▶ WHAT YOU ARE ASKED TO DO: Write the data below out again, with each line matching the original.

Saved entries
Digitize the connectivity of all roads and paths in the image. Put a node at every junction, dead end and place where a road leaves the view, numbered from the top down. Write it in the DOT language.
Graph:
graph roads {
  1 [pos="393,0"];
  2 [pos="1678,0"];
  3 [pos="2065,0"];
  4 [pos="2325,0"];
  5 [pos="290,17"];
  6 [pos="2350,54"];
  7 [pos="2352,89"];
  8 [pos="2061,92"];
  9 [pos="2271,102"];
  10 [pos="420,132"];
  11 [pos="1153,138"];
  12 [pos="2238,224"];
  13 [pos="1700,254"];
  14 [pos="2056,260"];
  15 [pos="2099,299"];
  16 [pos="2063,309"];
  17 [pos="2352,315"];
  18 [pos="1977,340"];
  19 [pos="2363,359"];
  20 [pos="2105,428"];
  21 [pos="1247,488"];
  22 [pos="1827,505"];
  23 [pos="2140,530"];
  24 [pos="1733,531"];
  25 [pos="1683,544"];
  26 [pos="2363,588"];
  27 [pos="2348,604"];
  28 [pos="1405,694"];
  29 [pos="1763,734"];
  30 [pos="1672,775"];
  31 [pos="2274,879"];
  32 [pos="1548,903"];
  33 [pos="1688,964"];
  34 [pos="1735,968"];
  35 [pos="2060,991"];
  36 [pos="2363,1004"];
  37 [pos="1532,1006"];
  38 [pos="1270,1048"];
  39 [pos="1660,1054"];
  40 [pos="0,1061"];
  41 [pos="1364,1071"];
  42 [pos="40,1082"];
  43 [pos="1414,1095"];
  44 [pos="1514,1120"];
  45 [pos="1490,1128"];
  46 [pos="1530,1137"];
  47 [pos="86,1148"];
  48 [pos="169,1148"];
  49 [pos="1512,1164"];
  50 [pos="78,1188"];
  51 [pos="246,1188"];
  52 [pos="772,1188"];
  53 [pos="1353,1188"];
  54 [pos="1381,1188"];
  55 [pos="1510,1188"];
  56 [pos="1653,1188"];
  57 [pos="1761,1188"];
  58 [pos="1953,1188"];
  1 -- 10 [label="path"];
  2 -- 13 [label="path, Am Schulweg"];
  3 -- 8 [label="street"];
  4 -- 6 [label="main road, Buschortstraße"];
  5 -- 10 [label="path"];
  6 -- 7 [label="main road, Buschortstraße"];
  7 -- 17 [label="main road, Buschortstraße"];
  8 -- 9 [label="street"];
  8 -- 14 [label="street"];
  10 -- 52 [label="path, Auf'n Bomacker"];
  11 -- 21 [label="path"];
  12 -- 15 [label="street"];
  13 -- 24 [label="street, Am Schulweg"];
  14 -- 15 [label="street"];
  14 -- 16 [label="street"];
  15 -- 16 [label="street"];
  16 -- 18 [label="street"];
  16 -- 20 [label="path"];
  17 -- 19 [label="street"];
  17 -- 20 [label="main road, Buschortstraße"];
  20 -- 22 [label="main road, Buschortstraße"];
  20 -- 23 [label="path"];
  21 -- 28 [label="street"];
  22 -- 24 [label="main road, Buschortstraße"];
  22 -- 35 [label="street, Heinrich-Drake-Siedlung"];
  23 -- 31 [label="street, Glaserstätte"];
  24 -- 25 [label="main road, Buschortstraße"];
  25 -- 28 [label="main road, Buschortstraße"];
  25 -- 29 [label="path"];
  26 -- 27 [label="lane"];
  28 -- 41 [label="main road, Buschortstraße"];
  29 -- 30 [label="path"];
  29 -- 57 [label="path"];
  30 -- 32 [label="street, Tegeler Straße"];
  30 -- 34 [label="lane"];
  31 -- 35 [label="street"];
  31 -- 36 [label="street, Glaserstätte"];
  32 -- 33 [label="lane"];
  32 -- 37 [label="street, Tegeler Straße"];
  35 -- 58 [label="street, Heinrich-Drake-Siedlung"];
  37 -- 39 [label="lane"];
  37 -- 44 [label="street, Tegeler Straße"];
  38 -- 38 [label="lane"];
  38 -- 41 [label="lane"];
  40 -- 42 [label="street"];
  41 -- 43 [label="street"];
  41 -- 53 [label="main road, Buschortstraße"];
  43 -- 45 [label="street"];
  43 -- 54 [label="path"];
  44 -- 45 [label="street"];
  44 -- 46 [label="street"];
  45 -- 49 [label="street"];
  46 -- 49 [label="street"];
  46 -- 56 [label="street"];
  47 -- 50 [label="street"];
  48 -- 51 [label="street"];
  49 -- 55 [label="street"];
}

▶ TASK RESULT:
Digitize the connectivity of all roads and paths in the image. Put a node at every junction, dead end and place where a road leaves the view, numbered from the top down. Write it in the DOT language.
Graph:
graph roads {
  1 [pos="393,0"];
  2 [pos="1678,0"];
  3 [pos="2065,0"];
  4 [pos="2325,0"];
  5 [pos="290,17"];
  6 [pos="2350,54"];
  7 [pos="2352,89"];
  8 [pos="2061,92"];
  9 [pos="2271,102"];
  10 [pos="420,132"];
  11 [pos="1153,138"];
  12 [pos="2238,224"];
  13 [pos="1700,254"];
  14 [pos="2056,260"];
  15 [pos="2099,299"];
  16 [pos="2063,309"];
  17 [pos="2352,315"];
  18 [pos="1977,340"];
  19 [pos="2363,359"];
  20 [pos="2105,428"];
  21 [pos="1247,488"];
  22 [pos="1827,505"];
  23 [pos="2140,530"];
  24 [pos="1733,531"];
  25 [pos="1683,544"];
  26 [pos="2363,588"];
  27 [pos="2348,604"];
  28 [pos="1405,694"];
  29 [pos="1763,734"];
  30 [pos="1672,775"];
  31 [pos="2274,879"];
  32 [pos="1548,903"];
  33 [pos="1688,964"];
  34 [pos="1735,968"];
  35 [pos="2060,991"];
  36 [pos="2363,1004"];
  37 [pos="1532,1006"];
  38 [pos="1270,1048"];
  39 [pos="1660,1054"];
  40 [pos="0,1061"];
  41 [pos="1364,1071"];
  42 [pos="40,1082"];
  43 [pos="1414,1095"];
  44 [pos="1514,1120"];
  45 [pos="1490,1128"];
  46 [pos="1530,1137"];
  47 [pos="86,1148"];
  48 [pos="169,1148"];
  49 [pos="1512,1164"];
  50 [pos="78,1188"];
  51 [pos="246,1188"];
  52 [pos="772,1188"];
  53 [pos="1353,1188"];
  54 [pos="1381,1188"];
  55 [pos="1510,1188"];
  56 [pos="1653,1188"];
  57 [pos="1761,1188"];
  58 [pos="1953,1188"];
  1 -- 10 [label="path"];
  2 -- 13 [label="path, Am Schulweg"];
  3 -- 8 [label="street"];
  4 -- 6 [label="main road, Buschortstraße"];
  5 -- 10 [label="path"];
  6 -- 7 [label="main road, Buschortstraße"];
  7 -- 17 [label="main road, Buschortstraße"];
  8 -- 9 [label="street"];
  8 -- 14 [label="street"];
  10 -- 52 [label="path, Auf'n Bomacker"];
  11 -- 21 [label="path"];
  12 -- 15 [label="street"];
  13 -- 24 [label="street, Am Schulweg"];
  14 -- 15 [label="street"];
  14 -- 16 [label="street"];
  15 -- 16 [label="street"];
  16 -- 18 [label="street"];
  16 -- 20 [label="path"];
  17 -- 19 [label="street"];
  17 -- 20 [label="main road, Buschortstraße"];
  20 -- 22 [label="main road, Buschortstraße"];
  20 -- 23 [label="path"];
  21 -- 28 [label="street"];
  22 -- 24 [label="main road, Buschortstraße"];
  22 -- 35 [label="street, Heinrich-Drake-Siedlung"];
  23 -- 31 [label="street, Glaserstätte"];
  24 -- 25 [label="main road, Buschortstraße"];
  25 -- 28 [label="main road, Buschortstraße"];
  25 -- 29 [label="path"];
  26 -- 27 [label="lane"];
  28 -- 41 [label="main road, Buschortstraße"];
  29 -- 30 [label="path"];
  29 -- 57 [label="path"];
  30 -- 32 [label="street, Tegeler Straße"];
  30 -- 34 [label="lane"];
  31 -- 35 [label="street"];
  31 -- 36 [label="street, Glaserstätte"];
  32 -- 33 [label="lane"];
  32 -- 37 [label="street, Tegeler Straße"];
  35 -- 58 [label="street, Heinrich-Drake-Siedlung"];
  37 -- 39 [label="lane"];
  37 -- 44 [label="street, Tegeler Straße"];
  38 -- 38 [label="lane"];
  38 -- 41 [label="lane"];
  40 -- 42 [label="street"];
  41 -- 43 [label="street"];
  41 -- 53 [label="main road, Buschortstraße"];
  43 -- 45 [label="street"];
  43 -- 54 [label="path"];
  44 -- 45 [label="street"];
  44 -- 46 [label="street"];
  45 -- 49 [label="street"];
  46 -- 49 [label="street"];
  46 -- 56 [label="street"];
  47 -- 50 [label="street"];
  48 -- 51 [label="street"];
  49 -- 55 [label="street"];
}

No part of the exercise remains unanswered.